This repository contains implementation of FuncMol, a model for unconditional 3D molecule generation using neural fields:
@inproceedings{kirchmeyer2024funcmol,
title={Score-based 3D molecule generation with neural fields},
author={Kirchmeyer, Matthieu and Pinheiro, Pedro O and Saremi, Saeed},
booktitle={NeurIPS},
year={2024}
}
We assume the user have anaconda (or, preferably mamba) installed. Multi GPU support is managed with Pytorch Lightning Fabric. Configs are managed with Hydra and logging is managed by WandB.
Install the funcmol env and package:
mamba env create -f env.yml
conda activate funcmol
pip install -e .
To preprocess the QM9 data, run:
cd funcmol/dataset; python create_data_qm9.py
And to preprocess the GEOM-drugs data, run:
cd funcmol/dataset; python create_data_geom_drugs.py
These two scripts will preprocess the QM9 and the GEOM-drugs dataset (it will take dozens of minutes to process the GEOM-drugs dataset). We use the split on the official MiDi's implementation.
To preprocess CREMP data, first download pickle.tar.gz
(and untar it) and summary.csv
from this link and place them in dataset/data/cremp/
. Then, run the following command to generate the dataset with 50 conformers per molecule:
cd funcmol/dataset; python create_data_cremp.py
FuncMol is a generative model in latent space.
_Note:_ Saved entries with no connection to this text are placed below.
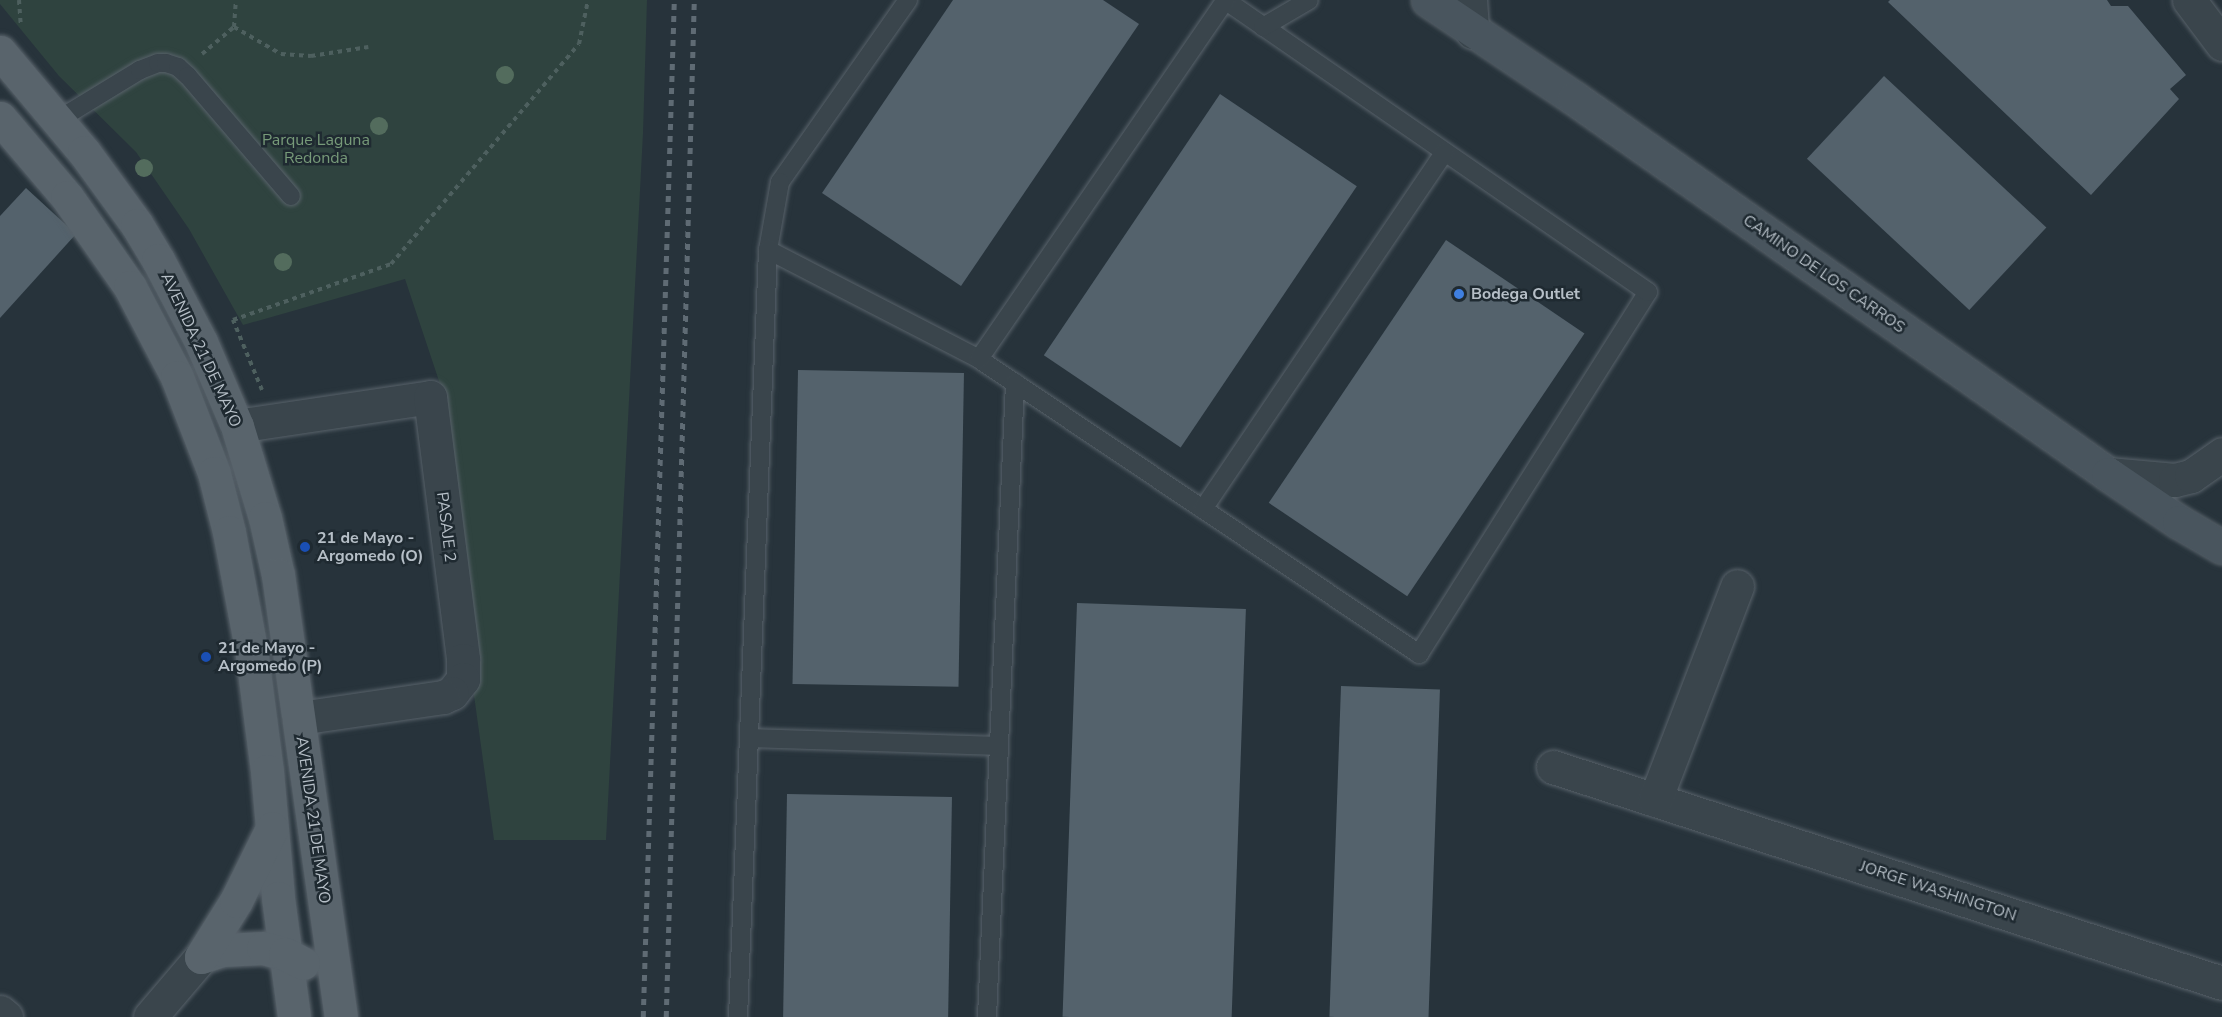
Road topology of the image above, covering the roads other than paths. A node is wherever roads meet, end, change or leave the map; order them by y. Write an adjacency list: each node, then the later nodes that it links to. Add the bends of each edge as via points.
1 (908, 0): 14 (lane, via 780,182)
2 (1225, 0): 7 (lane); 15 (lane)
3 (1309, 0): 7 (lane)
4 (1428, 0): 6 (main road, CAMINO DE LOS CARROS)
5 (2189, 0): 8 (street)
6 (1471, 16): 19 (main road, CAMINO DE LOS CARROS, via 1574,98)
7 (1263, 27): 12 (lane)
8 (2222, 44)
9 (0, 52): 11 (main road, AVENIDA 21 DE MAYO)
10 (0, 118): 28 (main road, AVENIDA 21 DE MAYO, via 67,197 130,287 195,418 214,473 251,648)
11 (58, 120): 13 (lane, via 149,66 166,63 182,71); 17 (main road, AVENIDA 21 DE MAYO, via 113,190 158,260 201,342)
12 (1445, 152): 20 (lane); 20 (lane, via 1648,292 1419,654)
13 (291, 196)
14 (768, 250): 15 (lane); 24 (lane)
15 (979, 359): 16 (lane)
16 (1015, 383): 20 (lane); 25 (lane)
17 (237, 426): 23 (main road, AVENIDA 21 DE MAYO, via 278,574); 23 (street, PASAJE 2, via 430,397 464,669 459,687 443,697)
18 (2222, 454): 19 (street, via 2191,476 2175,480)
19 (2108, 474): 21 (main road, CAMINO DE LOS CARROS)
20 (1203, 509)
21 (2222, 547)
22 (1737, 586): 27 (street)
23 (299, 718): 32 (main road, AVENIDA 21 DE MAYO)
24 (749, 738): 25 (lane); 37 (lane)
25 (999, 746): 38 (lane)
26 (1553, 767): 27 (street, JORGE WASHINGTON)
27 (1655, 800): 31 (street, JORGE WASHINGTON)
28 (272, 828): 29 (main road, AVENIDA 21 DE MAYO); 30 (main road, via 236,901)
29 (285, 954): 30 (main road, via 247,948); 32 (main road, via 311,970); 36 (main road, AVENIDA 21 DE MAYO)
30 (201, 957): 35 (street)
31 (2222, 983)
32 (340, 1009)
33 (0, 1012): 34 (street)
34 (6, 1017)
35 (150, 1017)
36 (294, 1017)
37 (738, 1017)
38 (987, 1017)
We release the code for the setting where the latent space is constructed with an auto-encoder. The decoder is a conditional neural field and the encoder is a 3D CNN. To train the neural field-based auto-encoder on QM9, run the following command:
python train_nf.py --config-name train_nf_qm9
To train on GEOM-drugs or CREMP, use the configs train_nf_drugs
, train_nf_cremp
, respectively.
These scripts will save the neural field weights and configs in exps/neural_field/
. We train the neural fields with 2 A100 GPUs.
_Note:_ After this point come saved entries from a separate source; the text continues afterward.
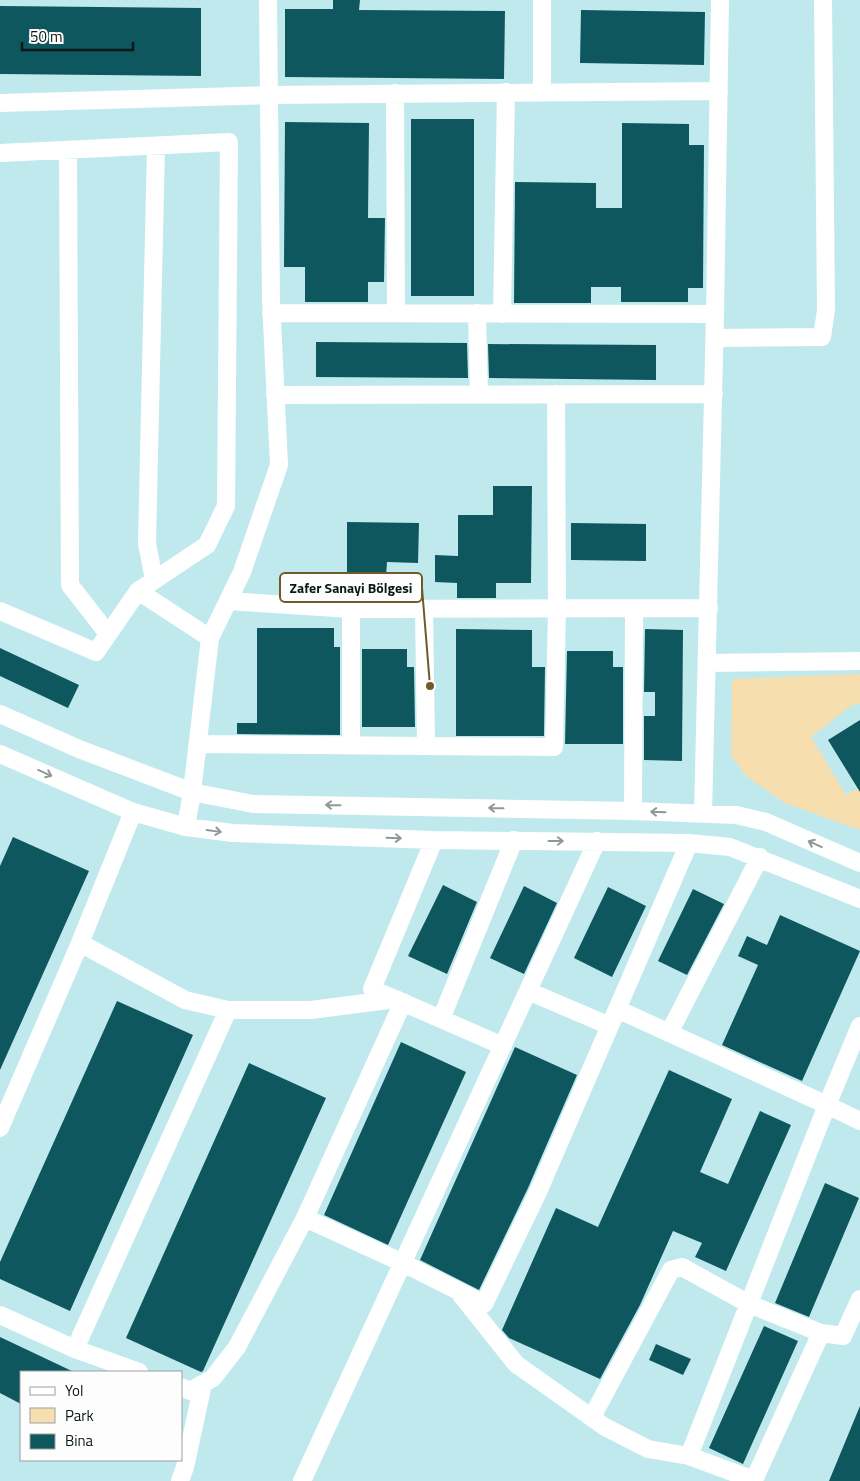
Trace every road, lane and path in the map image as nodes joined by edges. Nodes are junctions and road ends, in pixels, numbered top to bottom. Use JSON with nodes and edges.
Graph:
{"nodes":[{"id":1,"x":268,"y":0,"type":"edge"},
{"id":2,"x":542,"y":0,"type":"edge"},
{"id":3,"x":720,"y":0,"type":"edge"},
{"id":4,"x":823,"y":0,"type":"edge"},
{"id":5,"x":719,"y":91,"type":"junction"},
{"id":6,"x":506,"y":92,"type":"junction"},
{"id":7,"x":542,"y":92,"type":"junction"},
{"id":8,"x":395,"y":93,"type":"junction"},
{"id":9,"x":269,"y":94,"type":"junction"},
{"id":10,"x":0,"y":103,"type":"edge"},
{"id":11,"x":156,"y":146,"type":"junction"},
{"id":12,"x":68,"y":150,"type":"junction"},
{"id":13,"x":0,"y":153,"type":"edge"},
{"id":14,"x":272,"y":313,"type":"junction"},
{"id":15,"x":396,"y":313,"type":"junction"},
{"id":16,"x":477,"y":314,"type":"junction"},
{"id":17,"x":502,"y":314,"type":"junction"},
{"id":18,"x":716,"y":314,"type":"junction"},
{"id":19,"x":715,"y":338,"type":"junction"},
{"id":20,"x":556,"y":394,"type":"junction"},
{"id":21,"x":714,"y":394,"type":"junction"},
{"id":22,"x":275,"y":395,"type":"junction"},
{"id":23,"x":479,"y":395,"type":"junction"},
{"id":24,"x":154,"y":580,"type":"junction"},
{"id":25,"x":138,"y":591,"type":"junction"},
{"id":26,"x":228,"y":602,"type":"junction"},
{"id":27,"x":709,"y":608,"type":"junction"},
{"id":28,"x":351,"y":609,"type":"junction"},
{"id":29,"x":424,"y":609,"type":"junction"},
{"id":30,"x":557,"y":609,"type":"junction"},
{"id":31,"x":634,"y":609,"type":"junction"},
{"id":32,"x":0,"y":611,"type":"edge"},
{"id":33,"x":108,"y":634,"type":"junction"},
{"id":34,"x":210,"y":638,"type":"junction"},
{"id":35,"x":860,"y":661,"type":"edge"},
{"id":36,"x":707,"y":662,"type":"junction"},
{"id":37,"x":0,"y":714,"type":"edge"},
{"id":38,"x":198,"y":744,"type":"junction"},
{"id":39,"x":350,"y":745,"type":"junction"},
{"id":40,"x":426,"y":746,"type":"junction"},
{"id":41,"x":0,"y":754,"type":"edge"},
{"id":42,"x":192,"y":792,"type":"junction"},
{"id":43,"x":633,"y":811,"type":"junction"},
{"id":44,"x":133,"y":812,"type":"junction"},
{"id":45,"x":703,"y":814,"type":"junction"},
{"id":46,"x":186,"y":827,"type":"junction"},
{"id":47,"x":434,"y":840,"type":"junction"},
{"id":48,"x":514,"y":840,"type":"junction"},
{"id":49,"x":597,"y":841,"type":"junction"},
{"id":50,"x":689,"y":843,"type":"junction"},
{"id":51,"x":760,"y":858,"type":"junction"},
{"id":52,"x":860,"y":863,"type":"edge"},
{"id":53,"x":860,"y":899,"type":"edge"},
{"id":54,"x":80,"y":943,"type":"junction"},
{"id":55,"x":528,"y":991,"type":"junction"},
{"id":56,"x":399,"y":1001,"type":"junction"},
{"id":57,"x":617,"y":1009,"type":"junction"},
{"id":58,"x":228,"y":1010,"type":"junction"},
{"id":59,"x":441,"y":1019,"type":"junction"},
{"id":60,"x":610,"y":1026,"type":"junction"},
{"id":61,"x":860,"y":1026,"type":"edge"},
{"id":62,"x":669,"y":1034,"type":"junction"},
{"id":63,"x":503,"y":1046,"type":"junction"},
{"id":64,"x":827,"y":1105,"type":"junction"},
{"id":65,"x":860,"y":1121,"type":"edge"},
{"id":66,"x":0,"y":1128,"type":"edge"},
{"id":67,"x":305,"y":1218,"type":"junction"},
{"id":68,"x":403,"y":1263,"type":"junction"},
{"id":69,"x":458,"y":1291,"type":"junction"},
{"id":70,"x":860,"y":1299,"type":"edge"},
{"id":71,"x":749,"y":1304,"type":"junction"},
{"id":72,"x":0,"y":1314,"type":"edge"},
{"id":73,"x":821,"y":1333,"type":"junction"},
{"id":74,"x":74,"y":1349,"type":"junction"},
{"id":75,"x":137,"y":1371,"type":"edge"},
{"id":76,"x":203,"y":1384,"type":"junction"},
{"id":77,"x":182,"y":1387,"type":"edge"},
{"id":78,"x":592,"y":1417,"type":"junction"},
{"id":79,"x":688,"y":1456,"type":"junction"},
{"id":80,"x":754,"y":1480,"type":"edge"},
{"id":81,"x":180,"y":1481,"type":"edge"},
{"id":82,"x":302,"y":1481,"type":"edge"}],
"edges":[{"from":1,"to":9,"type":"street"},
{"from":2,"to":7,"type":"street"},
{"from":3,"to":5,"type":"street"},
{"from":4,"to":19,"type":"street"},
{"from":5,"to":7,"type":"street"},
{"from":5,"to":18,"type":"street"},
{"from":6,"to":7,"type":"street"},
{"from":6,"to":8,"type":"street"},
{"from":6,"to":17,"type":"street"},
{"from":8,"to":9,"type":"street"},
{"from":8,"to":15,"type":"street"},
{"from":9,"to":10,"type":"street"},
{"from":9,"to":14,"type":"street"},
{"from":11,"to":12,"type":"street"},
{"from":11,"to":24,"type":"street"},
{"from":11,"to":24,"type":"street"},
{"from":12,"to":13,"type":"street"},
{"from":12,"to":33,"type":"street"},
{"from":14,"to":15,"type":"street"},
{"from":14,"to":22,"type":"street"},
{"from":15,"to":16,"type":"street"},
{"from":16,"to":17,"type":"street"},
{"from":16,"to":23,"type":"street"},
{"from":17,"to":18,"type":"street"},
{"from":18,"to":19,"type":"street"},
{"from":19,"to":21,"type":"street"},
{"from":20,"to":21,"type":"street"},
{"from":20,"to":23,"type":"street"},
{"from":20,"to":30,"type":"street"},
{"from":21,"to":27,"type":"street"},
{"from":22,"to":23,"type":"street"},
{"from":22,"to":26,"type":"street"},
{"from":24,"to":25,"type":"street"},
{"from":25,"to":33,"type":"street"},
{"from":25,"to":34,"type":"street"},
{"from":26,"to":28,"type":"street"},
{"from":26,"to":34,"type":"street"},
{"from":27,"to":31,"type":"street"},
{"from":27,"to":36,"type":"street"},
{"from":28,"to":29,"type":"street"},
{"from":28,"to":39,"type":"street"},
{"from":29,"to":30,"type":"street"},
{"from":29,"to":40,"type":"street"},
{"from":30,"to":31,"type":"street"},
{"from":30,"to":40,"type":"street"},
{"from":31,"to":43,"type":"street"},
{"from":32,"to":33,"type":"street"},
{"from":34,"to":38,"type":"street"},
{"from":35,"to":36,"type":"street"},
{"from":36,"to":45,"type":"street"},
{"from":37,"to":42,"type":"street"},
{"from":38,"to":39,"type":"street"},
{"from":38,"to":42,"type":"street"},
{"from":39,"to":40,"type":"street"},
{"from":41,"to":44,"type":"street","one_way":true},
{"from":43,"to":42,"type":"street","one_way":true},
{"from":42,"to":46,"type":"street"},
{"from":45,"to":43,"type":"street","one_way":true},
{"from":44,"to":46,"type":"street"},
{"from":44,"to":54,"type":"street"},
{"from":52,"to":45,"type":"street","one_way":true},
{"from":46,"to":47,"type":"street","one_way":true},
{"from":47,"to":48,"type":"street"},
{"from":47,"to":56,"type":"street"},
{"from":48,"to":49,"type":"street","one_way":true},
{"from":48,"to":59,"type":"street"},
{"from":49,"to":50,"type":"street"},
{"from":49,"to":55,"type":"street"},
{"from":50,"to":51,"type":"street"},
{"from":50,"to":57,"type":"street"},
{"from":51,"to":53,"type":"street"},
{"from":51,"to":62,"type":"street"},
{"from":54,"to":58,"type":"street"},
{"from":54,"to":66,"type":"street"},
{"from":55,"to":60,"type":"street"},
{"from":55,"to":63,"type":"street"},
{"from":56,"to":58,"type":"street"},
{"from":56,"to":59,"type":"street"},
{"from":56,"to":67,"type":"street"},
{"from":57,"to":60,"type":"street"},
{"from":57,"to":62,"type":"street"},
{"from":58,"to":74,"type":"street"},
{"from":59,"to":63,"type":"street"},
{"from":60,"to":69,"type":"street"},
{"from":61,"to":64,"type":"street"},
{"from":62,"to":64,"type":"street"},
{"from":63,"to":68,"type":"street"},
{"from":64,"to":65,"type":"street"},
{"from":64,"to":71,"type":"street"},
{"from":67,"to":68,"type":"street"},
{"from":67,"to":76,"type":"street"},
{"from":68,"to":69,"type":"street"},
{"from":68,"to":82,"type":"street"},
{"from":69,"to":78,"type":"street"},
{"from":70,"to":73,"type":"street"},
{"from":71,"to":73,"type":"street"},
{"from":71,"to":78,"type":"street"},
{"from":71,"to":79,"type":"street"},
{"from":72,"to":74,"type":"street"},
{"from":73,"to":80,"type":"street"},
{"from":74,"to":75,"type":"street"},
{"from":76,"to":77,"type":"street"},
{"from":76,"to":81,"type":"street"},
{"from":78,"to":79,"type":"street"},
{"from":79,"to":80,"type":"street"}]}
To evaluate the neural field, run:
python eval_nf.py nf_pretrained_path=$NF_PRETRAINED_PATH
where $NF_PRETRAINED_PATH
is the path where the neural field model.pt
is saved. This script will save some reconstructed samples (in .sdf file format) on the NF folder.
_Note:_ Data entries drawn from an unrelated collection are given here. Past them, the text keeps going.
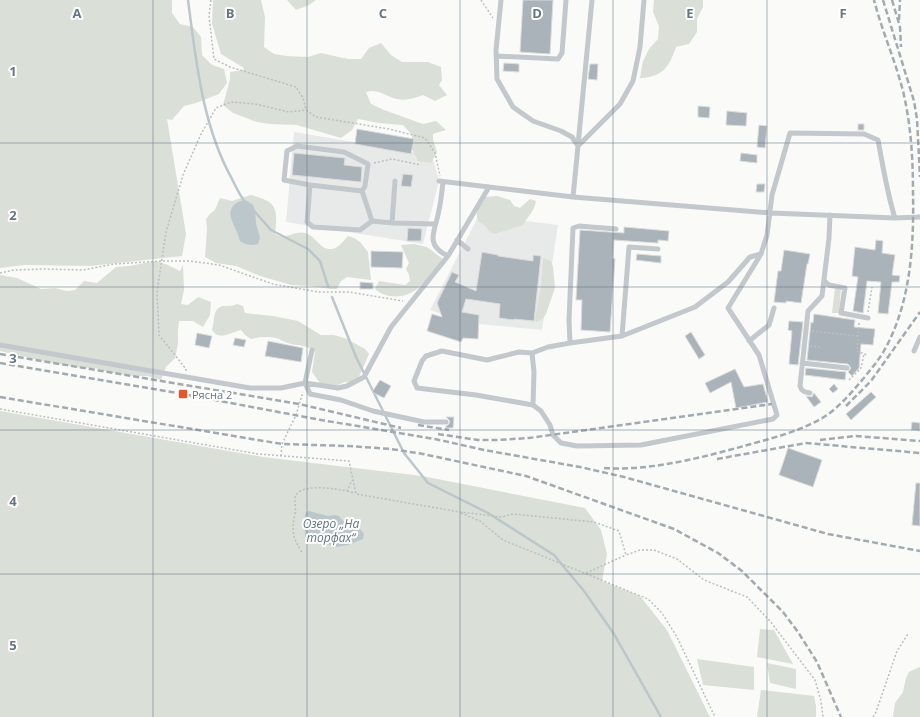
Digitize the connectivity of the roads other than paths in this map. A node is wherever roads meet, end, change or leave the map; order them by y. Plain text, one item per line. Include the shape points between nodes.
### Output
1 (501, 0) edge
2 (566, 0) edge
3 (592, 0) edge
4 (644, 0) edge
5 (497, 56) junction
6 (578, 146) junction
7 (395, 181) dead end
8 (310, 185) junction
9 (489, 187) junction
10 (362, 191) junction
11 (574, 197) junction
12 (771, 213) junction
13 (830, 215) junction
14 (920, 217) edge
15 (894, 218) junction
16 (372, 221) junction
17 (392, 223) junction
18 (435, 224) junction
19 (616, 229) dead end
20 (457, 240) junction
21 (468, 249) dead end
22 (658, 249) dead end
23 (761, 254) junction
24 (448, 256) junction
25 (824, 281) junction
26 (774, 308) dead end
27 (868, 318) road end
28 (622, 336) junction
29 (920, 337) edge
30 (749, 341) junction
31 (570, 343) junction
32 (0, 345) edge
33 (312, 350) dead end
34 (914, 351) dead end
35 (532, 353) junction
36 (802, 363) junction
37 (847, 368) dead end
38 (305, 383) junction
39 (810, 393) dead end
40 (533, 405) junction
41 (446, 422) dead end

1 - 5 lane
2 - 5 lane via 562,53 558,59
3 - 6 lane
4 - 6 lane via 640,47 633,81 620,104
5 - 6 lane via 497,79 513,107 533,121 572,137
6 - 11 lane
7 - 17 lane
8 - 10 lane
8 - 10 lane via 284,180 287,151 296,146 344,152 368,164
8 - 16 lane via 307,222 313,227 360,230
9 - 11 lane
9 - 18 lane via 441,182 439,211
9 - 20 lane
10 - 16 lane
11 - 12 lane
12 - 13 lane
12 - 15 lane via 772,195 790,133 864,134 878,140
12 - 23 lane
13 - 15 lane
13 - 25 lane
14 - 15 lane
16 - 17 lane
17 - 18 lane
18 - 24 lane via 432,238 438,251
19 - 31 lane via 579,226 573,228
20 - 21 lane
20 - 24 lane
22 - 28 lane via 629,247
23 - 28 lane via 750,257 728,282 695,307
23 - 30 lane via 728,308
24 - 38 lane via 391,327 364,377 338,388
25 - 27 lane via 845,288 841,313
25 - 36 lane via 822,296 808,312
26 - 30 lane via 769,325
28 - 31 lane
29 - 34 lane
30 - 40 lane via 759,355 778,414 773,418 641,445 577,446 561,443 553,435 541,411
31 - 35 lane
32 - 38 lane via 250,388 281,388
33 - 38 lane
35 - 40 lane
35 - 40 lane via 519,352 487,360 442,351 426,356 414,381 417,388
36 - 37 lane
36 - 39 lane via 800,386 804,392
38 - 41 lane via 310,394 424,422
To eg train funcmol on GEOM-drugs (assuming the neural field was trained, see above), run:
python train_fm.py --config-name train_fm_drugs nf_pretrained_path=$NF_PRETRAINED_PATH dset.batch_size=1024
This script will save the model/configs in exps/funcmol/
folder. We train the denoisers with 1 A100 GPU.
We also include an option to pre-compute the codes, then train the denoiser on them. In this setting, we first infer the codes for multiple augmented versions of the dataset, save them on disk, then train the denoiser on the pre-computed codes. This approach save computation during training (by using a lot of disk space).
On this setting, you need to run infer_codes.py
to infer the code for the whole dataset and save on disk:
python infer_codes.py split=val nf_pretrained_path=$NF_PRETRAINED_PATH split=train n_dataset_iterations=30
This script will generate 30 binary files, each containing the codes for all molecules of the train set with random rotations. You will need to run this for all the there splits. Then, to train the denoiser using the pre-computed codes, run:
python train_fm.py --config-name train_fm_drugs nf_pretrained_path=$NF_PRETRAINED_PATH dset.batch_size=2048 on_the_fly=False
To sample 1000 molecules with the above funcmol model, run:
python sample_fm.py --config-name sample_fm fm_pretrained_path=$FM_PRETRAINED_PATH wjs.n_chains=200
where $FM_PRETRAINED_PATH
is the path ff the pretrained funcmol model (section 4.1).
To change the number of walk steps (e.g. on CREMP) add wjs.steps_wjs=10000 wjs.max_steps_wjs=10000
.
This code is released under the Genentech Non-Commercial Software License Version 1.0, October 2023. See LICENSE.txt for details.
The Voxel class in funcmol/dataset/field_maker.py is a modified version of https://bitbucket.org/grogdrinker/pyuul/src/master/pyuul/VolumeMaker.py and is covered separately by the LGPLv3 license. See LICENCE_LGPLv3.txt for details.